Я придумывала тебе самые нежные песенки.
— Если бы ты был камнем, ты был бы самым мягким камнем на свете, — говорила я, — даже мягче, чем твоя щечка, — добавляла я, слегка касаясь твоей щеки своей щекой или ладонью, — мягче, чем все мои кофты, — теперь я больше не пыталась ими задушиться. — Если бы ты был деревом, ты вырос бы до неба и был полон гнезд, — если бы я знала тогда, что листьями тутового дерева питаются черви, из которых получается шелк для самых красивых платьев, я бы конечно сделала тебя деревом, наряженным в бесценные шелка, как принцесса в день свадьбы, украшенным тысячами коконов, похожих на серебряные колокольчики.
Я, не замечавшая раньше окружающего мира, теперь подносила тебя к окну и часами неподвижно стояла, рассказывая тебе об облаках и птицах, о птицах живых и тех, что лежали мертвыми и неподвижными на земле, о Луне, по которой люди прошли незадолго до твоего рождения.
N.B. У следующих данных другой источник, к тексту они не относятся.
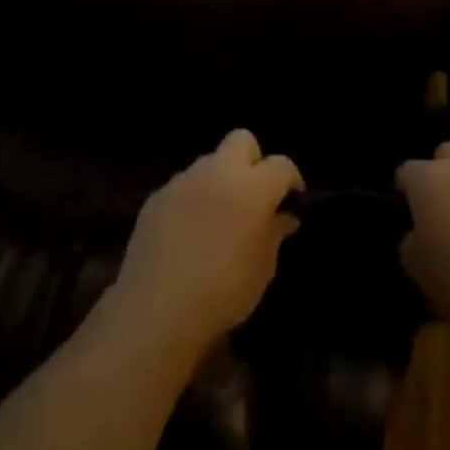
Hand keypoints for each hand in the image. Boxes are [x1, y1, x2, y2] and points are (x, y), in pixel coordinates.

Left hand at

Я выносила тебя в сад, завернув в одеяло, и мы много раз обходили вокруг дома. Я медленно шла, показывая тебе траву, весенние цветы, рассказывала тебе о небе и ветре; и мне не нужно было ничего, кроме тебя, и через тебя мне неожиданно открывался мир, словно трескалась скорлупа ореха и я видела его сердцевину, и этот мир отныне тоже становился моим. Я предсказывала тебе далекие путешествия, рисовала перед тобой твои будущие поступки, словно разбрасывала рис. Брала твою руку в свою и один за другим разгибала твои пальцы.